**DATASET RECORDS:**

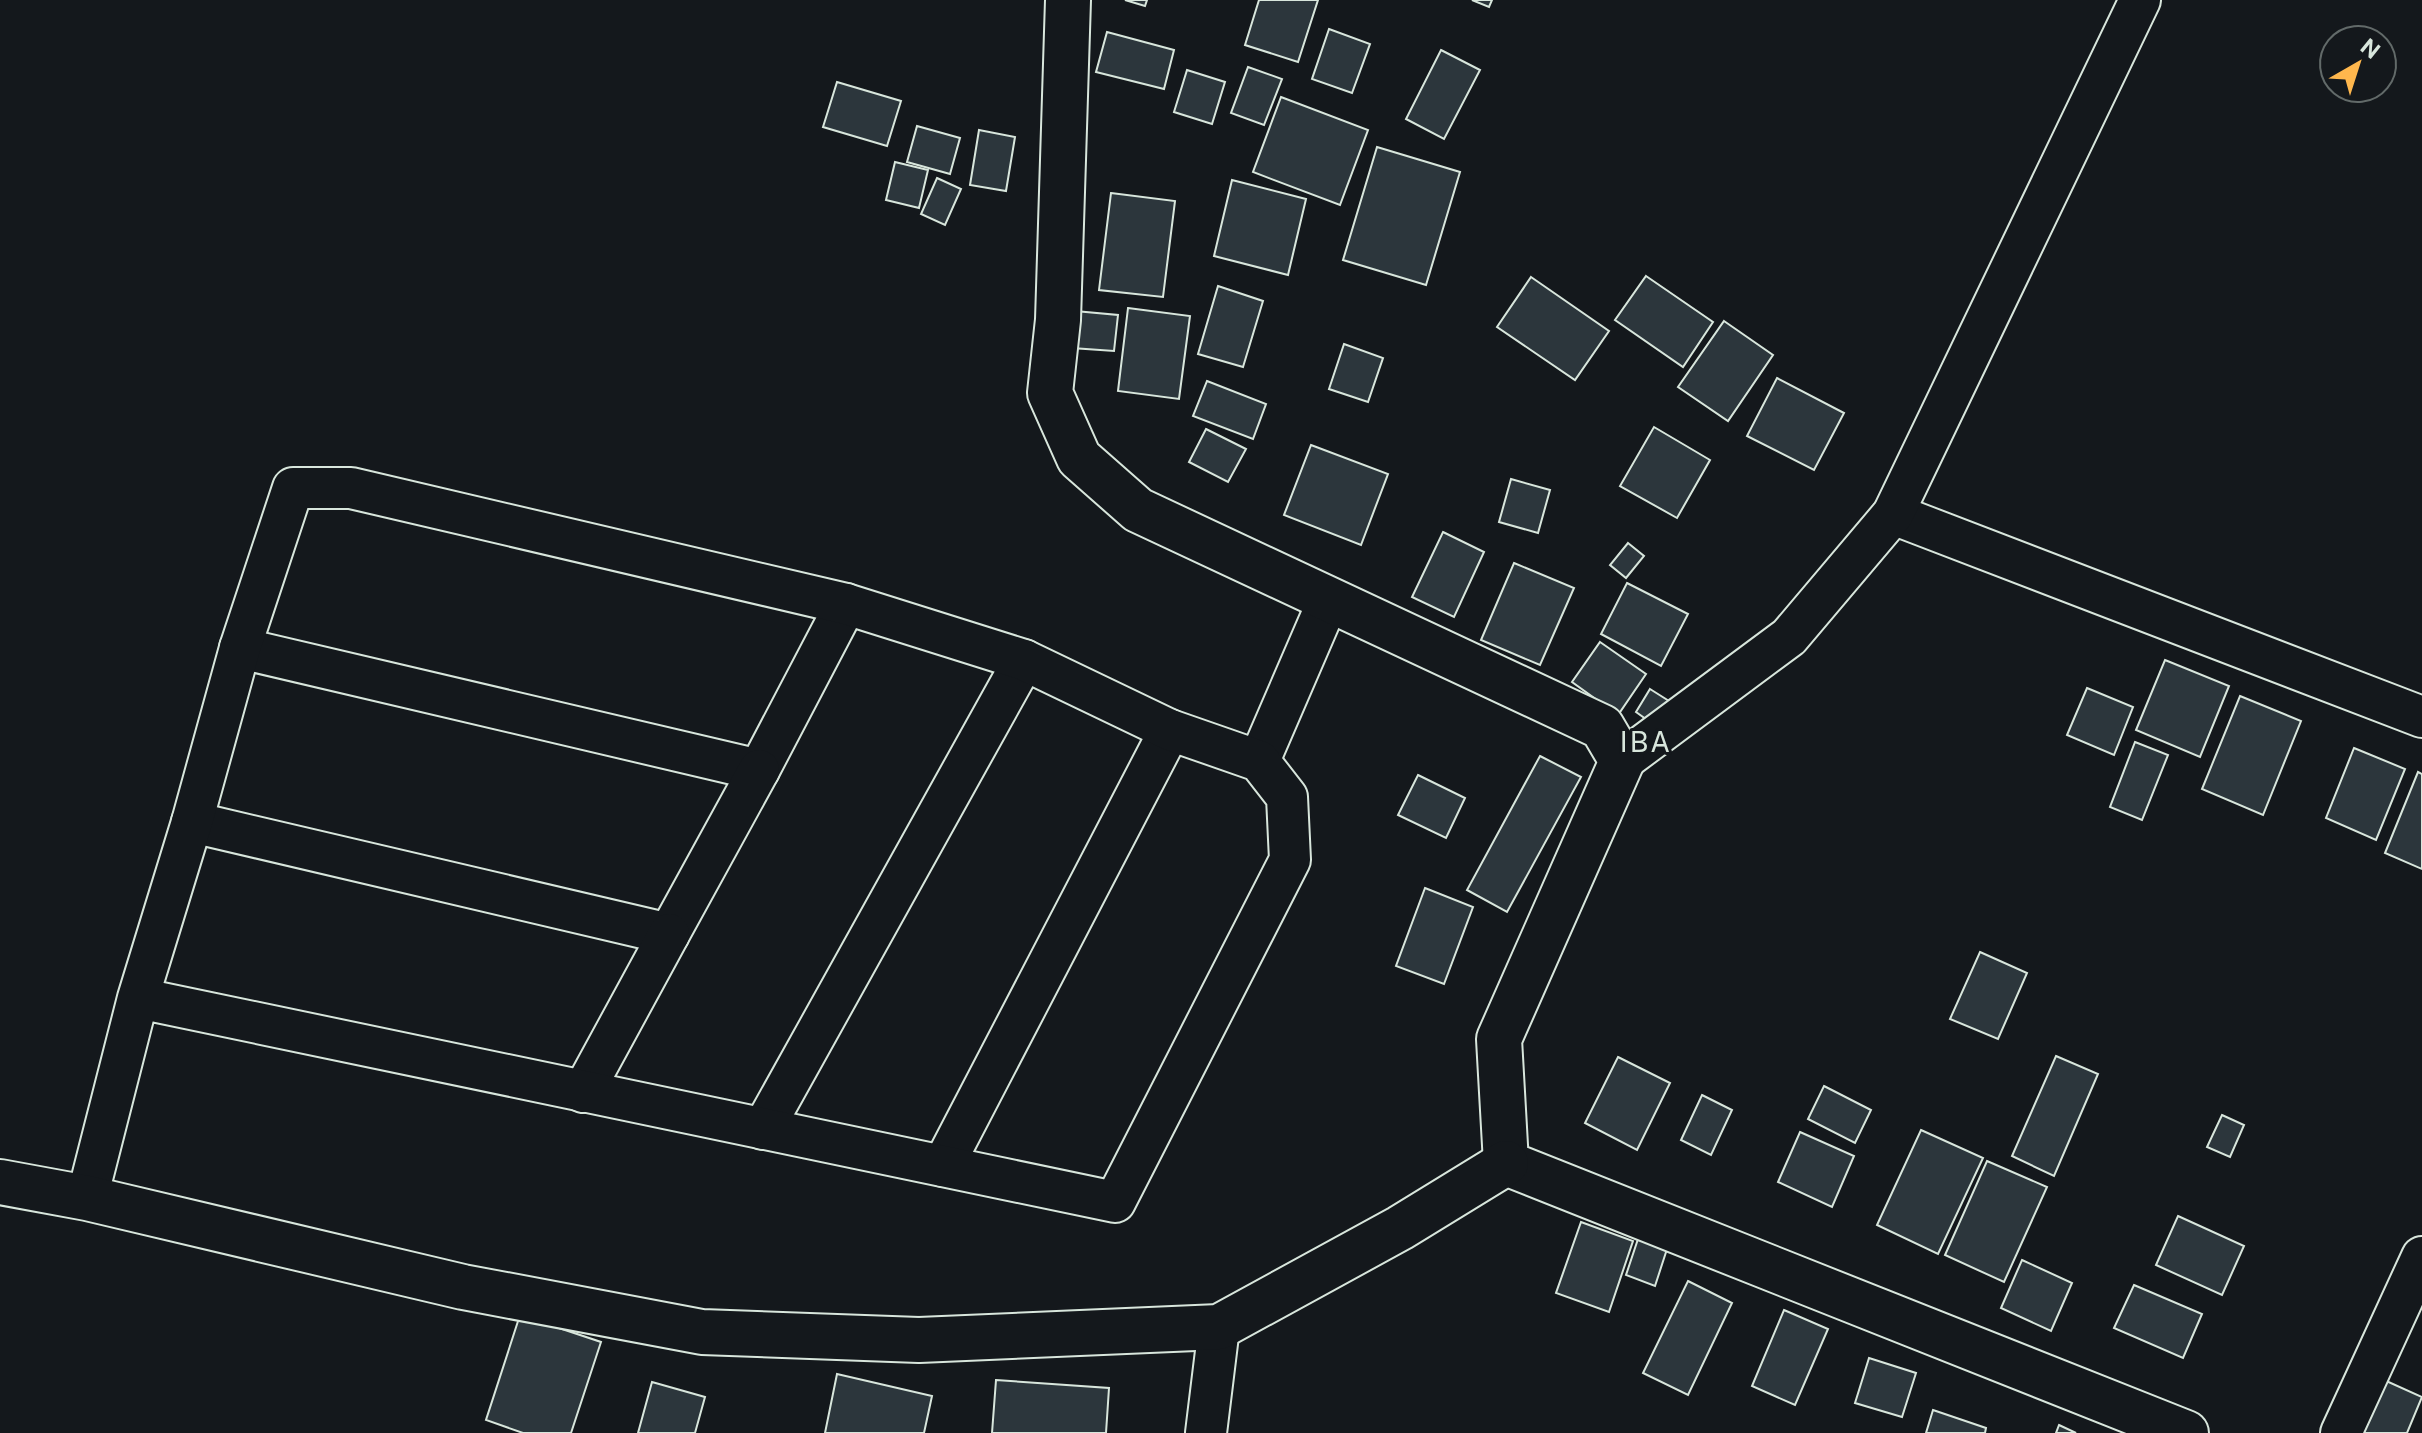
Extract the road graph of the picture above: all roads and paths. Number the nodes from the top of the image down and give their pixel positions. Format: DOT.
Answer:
graph roads {
  1 [pos="1068,0"];
  2 [pos="2140,0"];
  3 [pos="1893,514"];
  4 [pos="1329,599"];
  5 [pos="846,604"];
  6 [pos="240,648"];
  7 [pos="1024,660"];
  8 [pos="2422,717"];
  9 [pos="1170,730"];
  10 [pos="1259,761"];
  11 [pos="1622,761"];
  12 [pos="759,770"];
  13 [pos="192,822"];
  14 [pos="669,934"];
  15 [pos="138,998"];
  16 [pos="583,1092"];
  17 [pos="763,1129"];
  18 [pos="1506,1163"];
  19 [pos="943,1166"];
  20 [pos="0,1182"];
  21 [pos="87,1198"];
  22 [pos="2422,1257"];
  23 [pos="1219,1327"];
  24 [pos="1206,1433"];
  25 [pos="2186,1433"];
  26 [pos="2341,1433"];
  1 -- 4 [label="street"];
  2 -- 3 [label="street"];
  3 -- 8 [label="street"];
  3 -- 11 [label="street"];
  4 -- 10 [label="street"];
  4 -- 11 [label="street"];
  5 -- 6 [label="street"];
  5 -- 7 [label="street"];
  5 -- 12 [label="street"];
  6 -- 12 [label="street"];
  6 -- 13 [label="street"];
  7 -- 9 [label="street"];
  7 -- 17 [label="street"];
  9 -- 10 [label="street"];
  9 -- 19 [label="street"];
  10 -- 19 [label="street"];
  11 -- 18 [label="street"];
  12 -- 14 [label="street"];
  13 -- 14 [label="street"];
  13 -- 15 [label="street"];
  14 -- 16 [label="street"];
  15 -- 16 [label="street"];
  15 -- 21 [label="street"];
  16 -- 17 [label="street"];
  17 -- 19 [label="street"];
  18 -- 23 [label="street"];
  18 -- 25 [label="street"];
  20 -- 21 [label="street"];
  21 -- 23 [label="street"];
  22 -- 26 [label="street"];
  23 -- 24 [label="street"];
}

**EXERCISE:** Print every entry above again without changing a word, and omit the pictures.

**WRITTEN RESPONSE:**
Extract the road graph of the picture above: all roads and paths. Number the nodes from the top of the image down and give their pixel positions. Format: DOT.
Answer:
graph roads {
  1 [pos="1068,0"];
  2 [pos="2140,0"];
  3 [pos="1893,514"];
  4 [pos="1329,599"];
  5 [pos="846,604"];
  6 [pos="240,648"];
  7 [pos="1024,660"];
  8 [pos="2422,717"];
  9 [pos="1170,730"];
  10 [pos="1259,761"];
  11 [pos="1622,761"];
  12 [pos="759,770"];
  13 [pos="192,822"];
  14 [pos="669,934"];
  15 [pos="138,998"];
  16 [pos="583,1092"];
  17 [pos="763,1129"];
  18 [pos="1506,1163"];
  19 [pos="943,1166"];
  20 [pos="0,1182"];
  21 [pos="87,1198"];
  22 [pos="2422,1257"];
  23 [pos="1219,1327"];
  24 [pos="1206,1433"];
  25 [pos="2186,1433"];
  26 [pos="2341,1433"];
  1 -- 4 [label="street"];
  2 -- 3 [label="street"];
  3 -- 8 [label="street"];
  3 -- 11 [label="street"];
  4 -- 10 [label="street"];
  4 -- 11 [label="street"];
  5 -- 6 [label="street"];
  5 -- 7 [label="street"];
  5 -- 12 [label="street"];
  6 -- 12 [label="street"];
  6 -- 13 [label="street"];
  7 -- 9 [label="street"];
  7 -- 17 [label="street"];
  9 -- 10 [label="street"];
  9 -- 19 [label="street"];
  10 -- 19 [label="street"];
  11 -- 18 [label="street"];
  12 -- 14 [label="street"];
  13 -- 14 [label="street"];
  13 -- 15 [label="street"];
  14 -- 16 [label="street"];
  15 -- 16 [label="street"];
  15 -- 21 [label="street"];
  16 -- 17 [label="street"];
  17 -- 19 [label="street"];
  18 -- 23 [label="street"];
  18 -- 25 [label="street"];
  20 -- 21 [label="street"];
  21 -- 23 [label="street"];
  22 -- 26 [label="street"];
  23 -- 24 [label="street"];
}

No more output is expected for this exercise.